I now think that objects are too limited to support everything tidal/strudel can do + it creates redundancies and confusion in the API.

Why?

1. you cannot do "partial application" / branching:

stack(
  n("5 6 7"),
  offset(-1)
)
.chord("<Am Dm>")
.dict("<ireal ireal-ext>/2")
.voicing()
.piano()

With the hypothetical object syntax, you'd need to duplicate all things that come after the branch:

stack(
  voicing({
    n: "5 6 7",
    chord: "<Am Dm>",
    dict: "<ireal ireal-ext>/2"
  }),
  voicing({
    offset: -1,
    chord: "<Am Dm>"
    dict: "<ireal ireal-ext>/2"
  })
)
.piano()

Of course you could help yourself with variables:

let v = {
  chord: "<Am Dm>"
  dict: "<ireal ireal-ext>/2"
};

stack(
  voicing({
    n: "5 6 7",
    ...v
  }),
  voicing({
    offset: -1,
    ...v
  })
)
.piano()

but that does not look ideal..

2. it's not shorter

compare:

voicing(
  n("5 6 7")
  .chord("<Am Dm>")
  .dict("<ireal ireal-ext>/2")
).s("piano")

against:

voicing({
  n: "5 6 7"
  ,chord: "<Am Dm>"
  ,dict: "<ireal ireal-ext>/2"
}).s("piano")

I've written it with prefixed comma, so it's easier to compare:
When using space after ":", object syntax is actually 2 characters longer in total..

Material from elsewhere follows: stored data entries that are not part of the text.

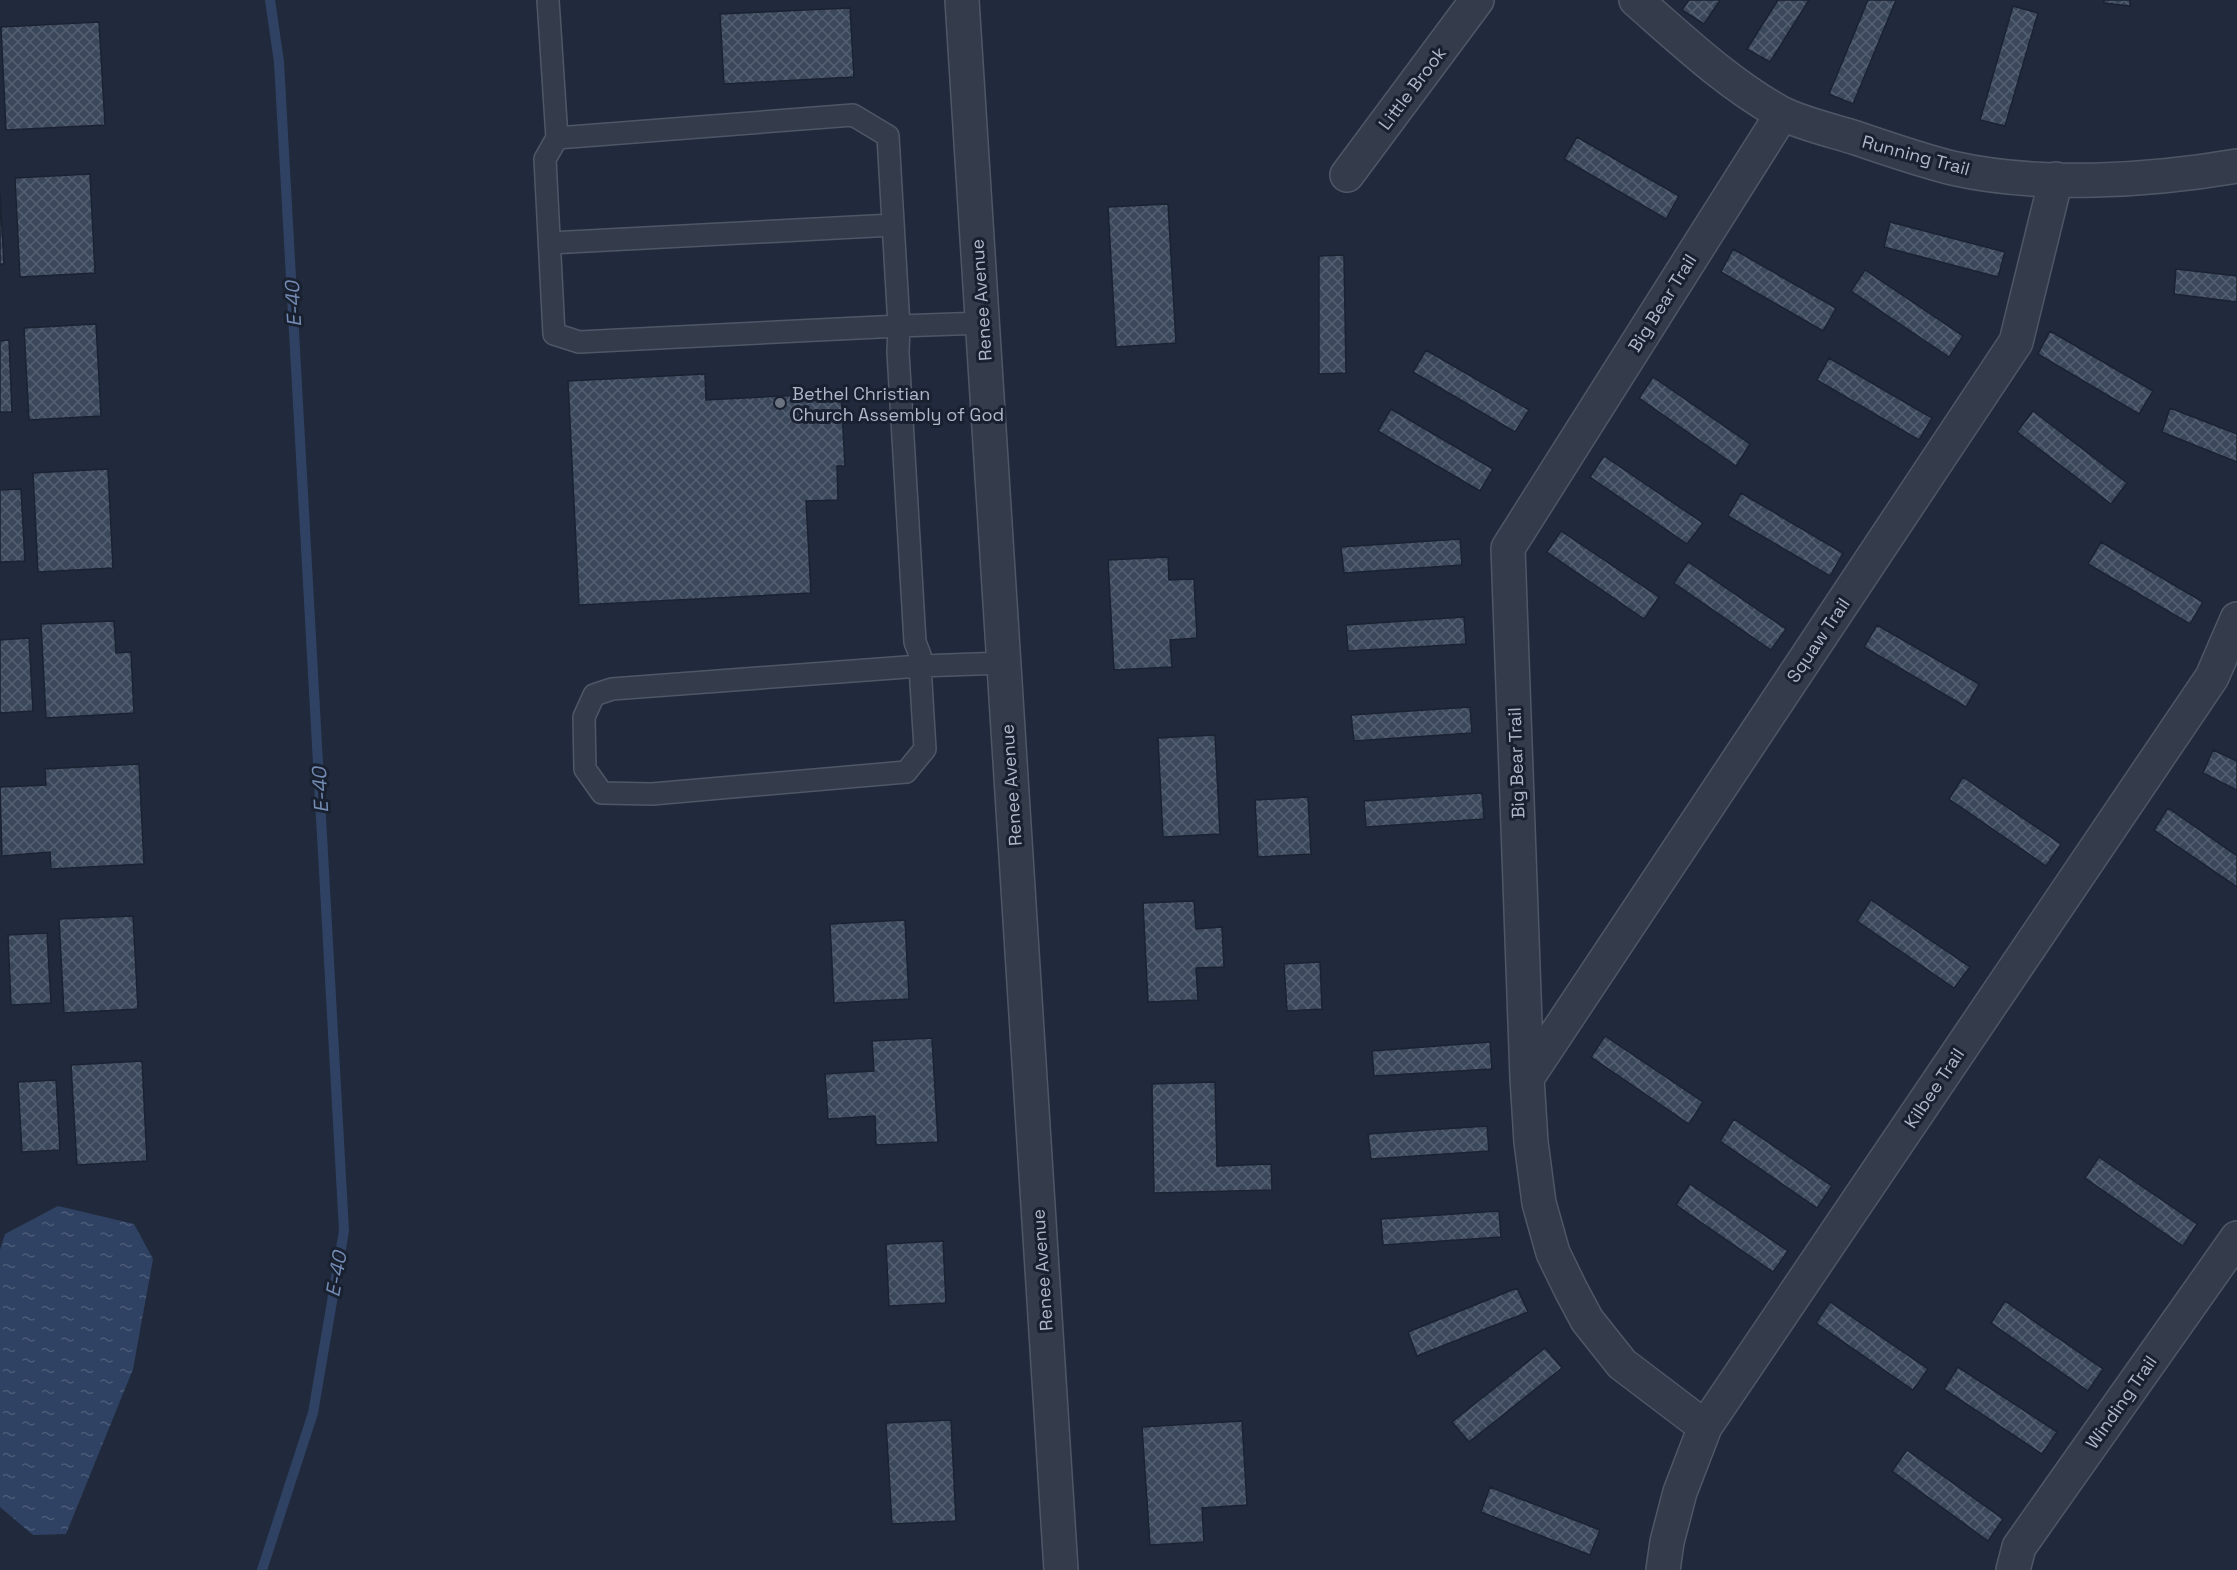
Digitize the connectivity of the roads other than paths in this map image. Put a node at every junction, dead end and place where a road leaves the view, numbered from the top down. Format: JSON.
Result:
{"nodes":[{"id":1,"x":548,"y":0,"type":"edge"},
{"id":2,"x":962,"y":0,"type":"edge"},
{"id":3,"x":1477,"y":0,"type":"edge"},
{"id":4,"x":1636,"y":0,"type":"edge"},
{"id":5,"x":1782,"y":114,"type":"junction"},
{"id":6,"x":557,"y":138,"type":"junction"},
{"id":7,"x":2237,"y":166,"type":"edge"},
{"id":8,"x":1347,"y":175,"type":"dead end"},
{"id":9,"x":2056,"y":179,"type":"junction"},
{"id":10,"x":893,"y":225,"type":"junction"},
{"id":11,"x":550,"y":243,"type":"junction"},
{"id":12,"x":983,"y":322,"type":"junction"},
{"id":13,"x":899,"y":326,"type":"junction"},
{"id":14,"x":2237,"y":620,"type":"edge"},
{"id":15,"x":1004,"y":663,"type":"junction"},
{"id":16,"x":920,"y":666,"type":"junction"},
{"id":17,"x":1527,"y":1078,"type":"junction"},
{"id":18,"x":2237,"y":1238,"type":"edge"},
{"id":19,"x":1705,"y":1427,"type":"junction"},
{"id":20,"x":1061,"y":1570,"type":"edge"},
{"id":21,"x":1663,"y":1570,"type":"edge"},
{"id":22,"x":2013,"y":1570,"type":"edge"}],
"edges":[{"from":1,"to":6,"type":"lane"},
{"from":2,"to":12,"type":"street","name":"Renee Avenue"},
{"from":3,"to":8,"type":"street","name":"Little Brook"},
{"from":4,"to":5,"type":"street","name":"Running Trail"},
{"from":5,"to":9,"type":"street","name":"Running Trail"},
{"from":5,"to":17,"type":"street","name":"Big Bear Trail"},
{"from":6,"to":10,"type":"lane"},
{"from":6,"to":11,"type":"lane"},
{"from":7,"to":9,"type":"street","name":"Running Trail"},
{"from":9,"to":17,"type":"street","name":"Squaw Trail"},
{"from":10,"to":11,"type":"lane"},
{"from":10,"to":13,"type":"lane"},
{"from":11,"to":13,"type":"lane"},
{"from":12,"to":13,"type":"lane"},
{"from":12,"to":15,"type":"street","name":"Renee Avenue"},
{"from":13,"to":16,"type":"lane"},
{"from":14,"to":19,"type":"street","name":"Kilbee Trail"},
{"from":15,"to":16,"type":"lane"},
{"from":15,"to":20,"type":"street","name":"Renee Avenue"},
{"from":16,"to":16,"type":"lane"},
{"from":17,"to":19,"type":"street","name":"Big Bear Trail"},
{"from":18,"to":22,"type":"street","name":"Winding Trail"},
{"from":19,"to":21,"type":"street","name":"Kilbee Trail"}]}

I'd also argue that the former is more readable, as it follows the same style as the rest of the code.

3. there is no solution for operators and aligments

with method syntax, you can use alternative alignments, like set.squeeze:

chord("<Am [Dm Gm]>")
.set.squeeze(n("0 1 2 3"))
.voicing()
.s("piano")

object notation would require extra syntax for that:

voicing({
  chord: "<Am [Dm Gm]>",
  n: set.squeeze("0 1 2 3") // ???
})
.s("piano")

Besides the fact that it might be difficult to implement, I think it could be really confusing to have different ways to do things in "object land".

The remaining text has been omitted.